(Records from a dataset)
══════════════════════════════
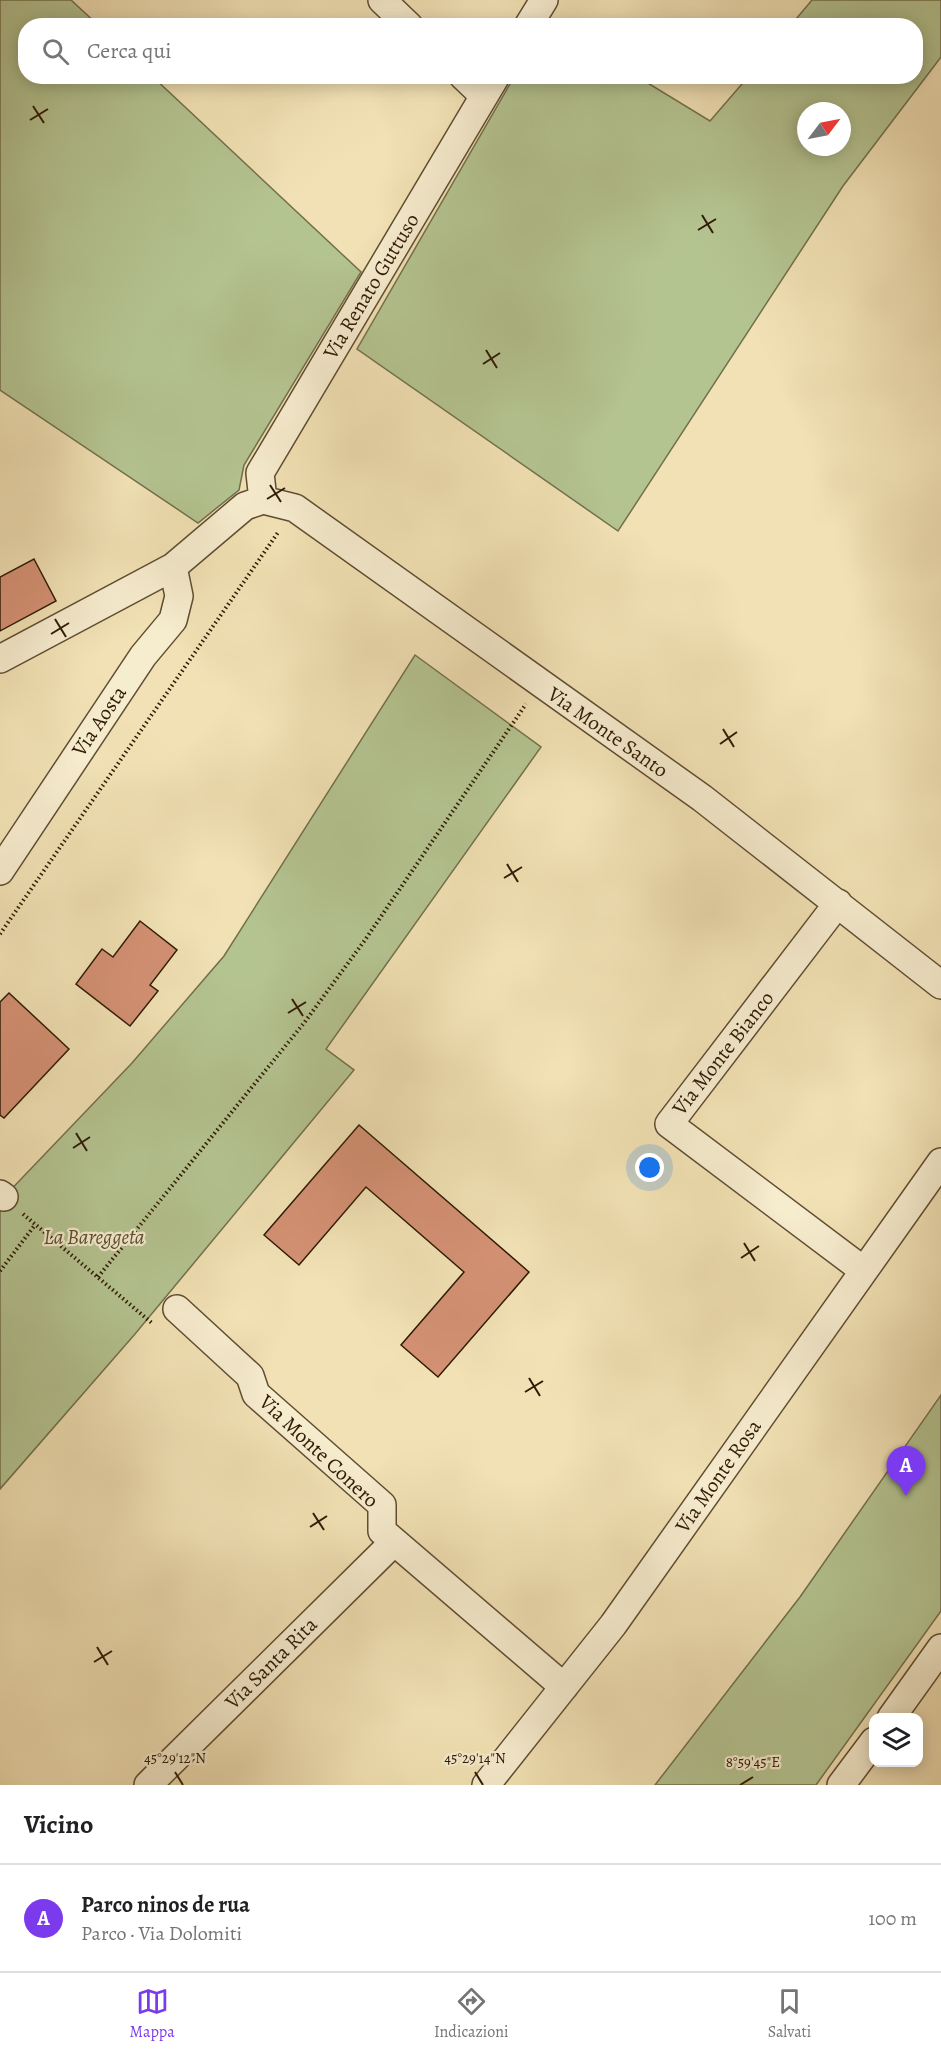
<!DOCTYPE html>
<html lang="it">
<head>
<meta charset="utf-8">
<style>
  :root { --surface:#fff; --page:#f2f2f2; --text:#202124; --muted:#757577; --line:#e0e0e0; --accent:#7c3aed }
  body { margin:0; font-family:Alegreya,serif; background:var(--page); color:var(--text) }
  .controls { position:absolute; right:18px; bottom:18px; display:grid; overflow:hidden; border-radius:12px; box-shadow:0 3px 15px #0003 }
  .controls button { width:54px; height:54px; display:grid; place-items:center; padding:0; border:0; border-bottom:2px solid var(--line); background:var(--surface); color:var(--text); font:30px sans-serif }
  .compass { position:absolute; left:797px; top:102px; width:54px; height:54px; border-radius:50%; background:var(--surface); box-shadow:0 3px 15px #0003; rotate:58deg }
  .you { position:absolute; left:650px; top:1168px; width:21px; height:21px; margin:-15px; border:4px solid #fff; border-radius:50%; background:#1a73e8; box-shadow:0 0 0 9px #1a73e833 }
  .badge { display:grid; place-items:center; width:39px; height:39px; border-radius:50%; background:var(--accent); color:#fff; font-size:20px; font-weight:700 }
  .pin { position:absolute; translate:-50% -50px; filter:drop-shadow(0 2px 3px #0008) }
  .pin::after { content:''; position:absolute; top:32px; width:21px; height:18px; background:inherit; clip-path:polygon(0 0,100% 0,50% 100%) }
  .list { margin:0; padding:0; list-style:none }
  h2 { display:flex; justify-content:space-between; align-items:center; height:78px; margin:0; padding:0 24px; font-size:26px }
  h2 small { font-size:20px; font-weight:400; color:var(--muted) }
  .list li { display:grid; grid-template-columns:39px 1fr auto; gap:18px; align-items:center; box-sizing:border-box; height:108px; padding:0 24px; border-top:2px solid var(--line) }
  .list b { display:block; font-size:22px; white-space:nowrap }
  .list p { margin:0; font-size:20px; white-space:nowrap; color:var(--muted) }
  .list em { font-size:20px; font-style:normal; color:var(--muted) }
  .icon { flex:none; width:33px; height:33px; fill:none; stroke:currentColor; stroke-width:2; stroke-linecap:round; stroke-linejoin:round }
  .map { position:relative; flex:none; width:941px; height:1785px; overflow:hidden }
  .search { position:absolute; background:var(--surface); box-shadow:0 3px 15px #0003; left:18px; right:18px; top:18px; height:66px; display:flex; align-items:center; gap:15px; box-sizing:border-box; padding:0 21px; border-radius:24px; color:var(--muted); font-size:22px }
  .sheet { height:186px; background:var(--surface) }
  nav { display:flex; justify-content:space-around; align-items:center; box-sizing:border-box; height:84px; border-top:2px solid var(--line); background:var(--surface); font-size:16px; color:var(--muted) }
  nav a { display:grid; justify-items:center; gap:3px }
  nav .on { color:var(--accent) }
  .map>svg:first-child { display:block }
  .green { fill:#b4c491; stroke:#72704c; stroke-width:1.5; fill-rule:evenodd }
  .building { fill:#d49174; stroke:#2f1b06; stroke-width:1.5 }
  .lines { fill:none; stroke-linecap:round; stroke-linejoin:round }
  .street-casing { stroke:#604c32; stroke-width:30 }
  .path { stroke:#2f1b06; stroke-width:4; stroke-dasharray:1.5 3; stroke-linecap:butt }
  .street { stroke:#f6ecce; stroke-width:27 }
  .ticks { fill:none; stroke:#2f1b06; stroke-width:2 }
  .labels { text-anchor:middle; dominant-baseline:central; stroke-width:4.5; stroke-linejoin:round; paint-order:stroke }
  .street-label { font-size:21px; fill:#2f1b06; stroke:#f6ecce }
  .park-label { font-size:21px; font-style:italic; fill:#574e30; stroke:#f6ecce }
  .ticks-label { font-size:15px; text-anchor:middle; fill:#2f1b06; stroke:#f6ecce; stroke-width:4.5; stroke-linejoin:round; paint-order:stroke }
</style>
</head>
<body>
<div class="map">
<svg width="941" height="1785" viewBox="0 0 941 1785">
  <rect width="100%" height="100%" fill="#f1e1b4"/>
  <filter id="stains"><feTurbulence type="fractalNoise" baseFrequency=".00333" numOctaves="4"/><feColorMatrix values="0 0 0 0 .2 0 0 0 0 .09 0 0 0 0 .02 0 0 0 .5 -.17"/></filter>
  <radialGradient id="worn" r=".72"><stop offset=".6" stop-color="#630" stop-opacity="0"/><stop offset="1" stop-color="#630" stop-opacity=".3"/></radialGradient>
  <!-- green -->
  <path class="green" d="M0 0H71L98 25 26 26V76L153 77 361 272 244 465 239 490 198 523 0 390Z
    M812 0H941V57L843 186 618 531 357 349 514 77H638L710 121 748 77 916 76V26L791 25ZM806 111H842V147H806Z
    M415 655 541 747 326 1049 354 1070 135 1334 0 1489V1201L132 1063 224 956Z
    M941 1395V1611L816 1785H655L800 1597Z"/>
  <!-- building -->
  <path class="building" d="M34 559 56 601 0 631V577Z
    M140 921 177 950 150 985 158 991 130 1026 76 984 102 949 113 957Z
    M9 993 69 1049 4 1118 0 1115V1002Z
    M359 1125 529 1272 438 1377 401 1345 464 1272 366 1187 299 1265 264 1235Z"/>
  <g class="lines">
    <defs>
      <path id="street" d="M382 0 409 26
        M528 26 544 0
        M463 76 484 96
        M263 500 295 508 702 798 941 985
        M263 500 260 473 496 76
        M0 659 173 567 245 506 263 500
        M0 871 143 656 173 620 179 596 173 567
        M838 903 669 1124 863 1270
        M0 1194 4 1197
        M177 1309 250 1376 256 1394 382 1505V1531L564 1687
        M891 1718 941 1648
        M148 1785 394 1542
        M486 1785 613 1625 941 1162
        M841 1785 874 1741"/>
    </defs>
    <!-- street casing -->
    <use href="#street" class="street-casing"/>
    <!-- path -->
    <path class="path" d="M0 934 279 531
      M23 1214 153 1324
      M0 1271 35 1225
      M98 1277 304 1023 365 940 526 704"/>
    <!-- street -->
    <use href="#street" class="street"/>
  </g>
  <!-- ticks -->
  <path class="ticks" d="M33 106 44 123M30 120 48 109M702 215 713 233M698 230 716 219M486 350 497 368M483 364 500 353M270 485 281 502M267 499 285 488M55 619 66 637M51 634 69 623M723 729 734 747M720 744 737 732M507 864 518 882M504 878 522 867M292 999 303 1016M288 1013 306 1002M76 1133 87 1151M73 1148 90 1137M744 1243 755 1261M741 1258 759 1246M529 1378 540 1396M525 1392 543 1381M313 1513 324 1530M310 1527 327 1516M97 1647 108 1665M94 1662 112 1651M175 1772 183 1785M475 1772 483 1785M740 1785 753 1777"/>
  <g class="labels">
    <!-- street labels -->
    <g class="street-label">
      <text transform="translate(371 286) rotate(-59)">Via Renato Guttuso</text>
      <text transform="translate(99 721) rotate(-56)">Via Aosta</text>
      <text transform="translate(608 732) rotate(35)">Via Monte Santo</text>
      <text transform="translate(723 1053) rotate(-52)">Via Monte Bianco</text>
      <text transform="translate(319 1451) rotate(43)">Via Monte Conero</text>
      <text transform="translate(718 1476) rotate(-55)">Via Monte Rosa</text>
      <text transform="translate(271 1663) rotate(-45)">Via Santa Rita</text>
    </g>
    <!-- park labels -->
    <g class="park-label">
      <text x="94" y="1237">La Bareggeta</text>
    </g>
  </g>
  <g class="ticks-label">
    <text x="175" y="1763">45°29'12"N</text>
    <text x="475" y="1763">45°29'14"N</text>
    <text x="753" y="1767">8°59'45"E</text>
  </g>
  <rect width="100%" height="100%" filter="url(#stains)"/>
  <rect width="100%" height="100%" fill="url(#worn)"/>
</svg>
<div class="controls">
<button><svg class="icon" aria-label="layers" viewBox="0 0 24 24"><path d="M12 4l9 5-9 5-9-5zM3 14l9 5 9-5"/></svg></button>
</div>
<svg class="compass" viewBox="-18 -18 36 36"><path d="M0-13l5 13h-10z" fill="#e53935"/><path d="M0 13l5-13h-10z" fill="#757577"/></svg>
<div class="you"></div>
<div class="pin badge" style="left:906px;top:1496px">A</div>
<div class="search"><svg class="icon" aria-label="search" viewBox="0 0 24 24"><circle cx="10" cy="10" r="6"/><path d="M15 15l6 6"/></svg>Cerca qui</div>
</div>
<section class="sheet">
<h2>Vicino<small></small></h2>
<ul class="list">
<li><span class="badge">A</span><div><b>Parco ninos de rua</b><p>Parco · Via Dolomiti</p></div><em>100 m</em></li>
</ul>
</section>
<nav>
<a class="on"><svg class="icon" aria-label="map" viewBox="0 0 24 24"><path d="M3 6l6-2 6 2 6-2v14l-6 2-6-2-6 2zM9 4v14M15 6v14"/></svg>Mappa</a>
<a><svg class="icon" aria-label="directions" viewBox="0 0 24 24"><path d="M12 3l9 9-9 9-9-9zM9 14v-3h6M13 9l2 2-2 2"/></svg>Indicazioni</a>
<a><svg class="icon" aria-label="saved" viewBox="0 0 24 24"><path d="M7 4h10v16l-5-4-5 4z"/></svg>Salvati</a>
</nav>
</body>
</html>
══════════════════════════════
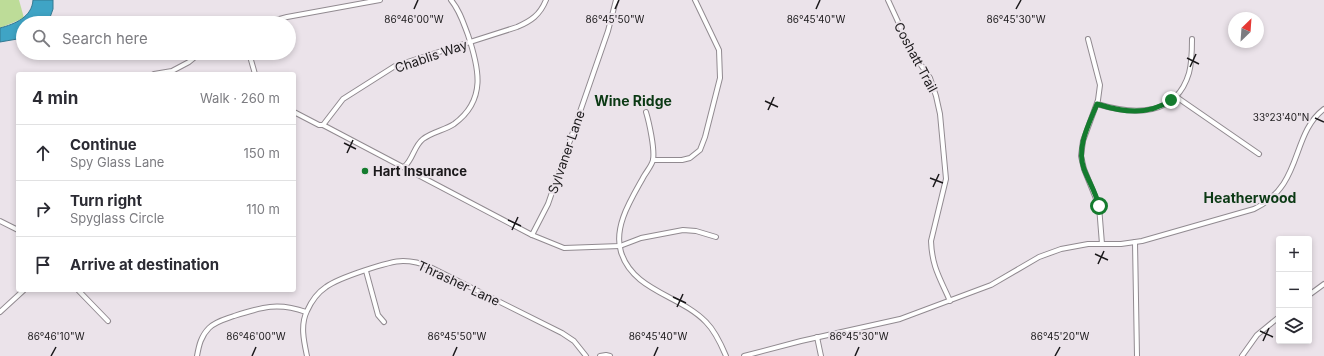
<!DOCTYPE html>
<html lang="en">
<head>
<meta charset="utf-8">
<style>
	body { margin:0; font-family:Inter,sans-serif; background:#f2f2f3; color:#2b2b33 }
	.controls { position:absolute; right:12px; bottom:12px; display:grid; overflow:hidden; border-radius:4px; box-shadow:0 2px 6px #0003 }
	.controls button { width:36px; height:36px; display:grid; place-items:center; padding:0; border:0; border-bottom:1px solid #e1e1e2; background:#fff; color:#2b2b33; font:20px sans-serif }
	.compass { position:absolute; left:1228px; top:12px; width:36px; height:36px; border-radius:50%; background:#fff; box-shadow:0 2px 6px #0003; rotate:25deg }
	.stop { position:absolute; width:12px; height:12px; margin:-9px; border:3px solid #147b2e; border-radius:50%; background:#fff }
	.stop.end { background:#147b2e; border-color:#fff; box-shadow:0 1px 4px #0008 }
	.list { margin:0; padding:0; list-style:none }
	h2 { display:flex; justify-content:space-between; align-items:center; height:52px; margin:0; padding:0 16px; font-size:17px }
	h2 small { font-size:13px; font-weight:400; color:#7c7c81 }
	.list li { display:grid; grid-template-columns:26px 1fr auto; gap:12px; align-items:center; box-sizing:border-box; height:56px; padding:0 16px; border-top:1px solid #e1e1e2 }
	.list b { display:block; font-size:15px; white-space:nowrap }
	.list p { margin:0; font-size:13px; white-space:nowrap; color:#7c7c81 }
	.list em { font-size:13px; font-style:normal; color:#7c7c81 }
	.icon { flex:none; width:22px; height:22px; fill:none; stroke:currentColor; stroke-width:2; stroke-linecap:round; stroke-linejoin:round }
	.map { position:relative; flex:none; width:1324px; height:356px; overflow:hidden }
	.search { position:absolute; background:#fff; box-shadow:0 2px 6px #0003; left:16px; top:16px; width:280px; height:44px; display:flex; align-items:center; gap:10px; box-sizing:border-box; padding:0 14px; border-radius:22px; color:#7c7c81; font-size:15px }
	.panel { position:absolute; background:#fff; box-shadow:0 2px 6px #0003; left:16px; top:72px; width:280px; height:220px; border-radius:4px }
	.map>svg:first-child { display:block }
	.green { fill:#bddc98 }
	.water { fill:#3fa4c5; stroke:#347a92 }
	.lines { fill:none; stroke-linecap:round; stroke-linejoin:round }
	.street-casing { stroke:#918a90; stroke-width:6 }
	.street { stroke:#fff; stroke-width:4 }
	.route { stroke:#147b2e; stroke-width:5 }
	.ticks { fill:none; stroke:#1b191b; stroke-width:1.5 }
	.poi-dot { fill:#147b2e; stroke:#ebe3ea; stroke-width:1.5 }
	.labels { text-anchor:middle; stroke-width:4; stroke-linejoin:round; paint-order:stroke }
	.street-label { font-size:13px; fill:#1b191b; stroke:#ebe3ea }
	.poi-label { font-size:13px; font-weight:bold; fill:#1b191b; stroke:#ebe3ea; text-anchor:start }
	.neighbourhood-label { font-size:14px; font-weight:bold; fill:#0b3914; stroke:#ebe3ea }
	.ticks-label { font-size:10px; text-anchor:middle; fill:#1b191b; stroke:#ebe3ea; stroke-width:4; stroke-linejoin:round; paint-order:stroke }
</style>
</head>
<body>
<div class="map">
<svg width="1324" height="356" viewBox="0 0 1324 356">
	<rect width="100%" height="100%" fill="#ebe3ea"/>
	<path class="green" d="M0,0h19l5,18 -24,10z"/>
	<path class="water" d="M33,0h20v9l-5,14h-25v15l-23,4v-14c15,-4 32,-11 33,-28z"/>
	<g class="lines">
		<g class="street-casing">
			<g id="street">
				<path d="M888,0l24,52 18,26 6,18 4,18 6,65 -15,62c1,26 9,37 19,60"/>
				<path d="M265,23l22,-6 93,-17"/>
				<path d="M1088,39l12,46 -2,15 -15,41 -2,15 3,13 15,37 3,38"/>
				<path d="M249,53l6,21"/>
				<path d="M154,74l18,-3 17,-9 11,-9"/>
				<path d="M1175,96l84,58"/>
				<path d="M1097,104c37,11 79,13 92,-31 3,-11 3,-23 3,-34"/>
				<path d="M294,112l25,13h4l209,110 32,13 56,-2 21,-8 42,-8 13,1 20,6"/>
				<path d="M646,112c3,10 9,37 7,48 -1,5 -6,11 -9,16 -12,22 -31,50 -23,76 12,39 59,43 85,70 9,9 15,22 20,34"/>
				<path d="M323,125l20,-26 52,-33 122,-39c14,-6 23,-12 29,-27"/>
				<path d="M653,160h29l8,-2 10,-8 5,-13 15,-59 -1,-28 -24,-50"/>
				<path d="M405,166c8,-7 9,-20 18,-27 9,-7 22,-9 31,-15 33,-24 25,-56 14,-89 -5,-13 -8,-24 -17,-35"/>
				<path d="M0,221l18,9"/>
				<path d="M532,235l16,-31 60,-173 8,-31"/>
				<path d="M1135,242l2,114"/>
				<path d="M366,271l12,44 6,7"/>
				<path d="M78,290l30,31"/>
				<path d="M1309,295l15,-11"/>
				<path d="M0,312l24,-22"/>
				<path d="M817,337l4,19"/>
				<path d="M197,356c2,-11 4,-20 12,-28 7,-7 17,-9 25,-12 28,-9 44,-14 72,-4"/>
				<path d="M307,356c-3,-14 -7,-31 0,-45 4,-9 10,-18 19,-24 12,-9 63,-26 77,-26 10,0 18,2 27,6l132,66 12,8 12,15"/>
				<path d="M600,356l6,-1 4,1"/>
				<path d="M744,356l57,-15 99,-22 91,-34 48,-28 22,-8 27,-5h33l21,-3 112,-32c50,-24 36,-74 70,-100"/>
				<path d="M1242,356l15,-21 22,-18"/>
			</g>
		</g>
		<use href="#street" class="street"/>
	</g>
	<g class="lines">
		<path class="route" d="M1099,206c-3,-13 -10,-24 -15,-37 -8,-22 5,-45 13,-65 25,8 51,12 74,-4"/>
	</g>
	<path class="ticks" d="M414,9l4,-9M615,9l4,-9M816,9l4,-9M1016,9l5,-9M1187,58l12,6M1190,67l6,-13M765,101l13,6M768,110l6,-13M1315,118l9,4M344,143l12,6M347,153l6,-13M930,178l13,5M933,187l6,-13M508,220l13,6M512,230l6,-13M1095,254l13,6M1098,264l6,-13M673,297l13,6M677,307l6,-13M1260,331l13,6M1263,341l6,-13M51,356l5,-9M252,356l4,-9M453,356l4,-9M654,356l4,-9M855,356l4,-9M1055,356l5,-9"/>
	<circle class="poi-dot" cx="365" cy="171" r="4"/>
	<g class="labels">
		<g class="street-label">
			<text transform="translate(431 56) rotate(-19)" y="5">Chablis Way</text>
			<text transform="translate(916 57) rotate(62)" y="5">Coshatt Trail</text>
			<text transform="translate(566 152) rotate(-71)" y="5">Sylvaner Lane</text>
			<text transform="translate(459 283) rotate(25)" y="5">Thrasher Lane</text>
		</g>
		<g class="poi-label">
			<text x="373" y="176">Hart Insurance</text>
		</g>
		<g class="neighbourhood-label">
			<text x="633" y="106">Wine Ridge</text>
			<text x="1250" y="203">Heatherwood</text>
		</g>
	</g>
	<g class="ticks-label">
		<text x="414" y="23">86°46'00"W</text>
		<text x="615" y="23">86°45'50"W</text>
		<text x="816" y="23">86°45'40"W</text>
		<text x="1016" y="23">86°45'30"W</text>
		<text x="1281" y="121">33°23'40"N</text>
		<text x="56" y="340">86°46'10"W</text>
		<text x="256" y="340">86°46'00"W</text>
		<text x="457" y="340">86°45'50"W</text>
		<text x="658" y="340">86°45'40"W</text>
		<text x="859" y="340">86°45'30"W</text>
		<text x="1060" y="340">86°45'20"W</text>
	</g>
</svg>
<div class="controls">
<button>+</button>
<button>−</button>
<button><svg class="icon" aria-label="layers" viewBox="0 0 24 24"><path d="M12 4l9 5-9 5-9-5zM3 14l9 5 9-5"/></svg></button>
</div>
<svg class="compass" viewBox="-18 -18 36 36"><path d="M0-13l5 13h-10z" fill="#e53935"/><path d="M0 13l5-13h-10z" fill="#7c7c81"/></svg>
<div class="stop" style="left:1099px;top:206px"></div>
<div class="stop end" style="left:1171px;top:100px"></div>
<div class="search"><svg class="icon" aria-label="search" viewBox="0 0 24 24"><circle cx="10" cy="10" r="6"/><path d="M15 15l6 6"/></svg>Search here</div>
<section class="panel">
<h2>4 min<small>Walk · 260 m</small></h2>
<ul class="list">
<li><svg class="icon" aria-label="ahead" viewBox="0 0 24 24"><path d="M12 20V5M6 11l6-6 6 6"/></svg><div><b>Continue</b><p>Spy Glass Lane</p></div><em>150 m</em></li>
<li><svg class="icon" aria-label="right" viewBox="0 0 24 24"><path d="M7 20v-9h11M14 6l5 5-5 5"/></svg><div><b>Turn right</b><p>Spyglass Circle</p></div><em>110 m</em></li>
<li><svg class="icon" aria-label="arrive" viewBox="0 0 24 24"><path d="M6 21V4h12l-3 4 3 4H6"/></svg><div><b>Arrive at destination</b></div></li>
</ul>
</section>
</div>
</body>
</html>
══════════════════════════════
_Problem:_ All lines in the records with the string "normal" should be copied out.

_Response to this task:_
  .list em { font-size:20px; font-style:normal; color:var(--muted) }
	.list em { font-size:13px; font-style:normal; color:#7c7c81 }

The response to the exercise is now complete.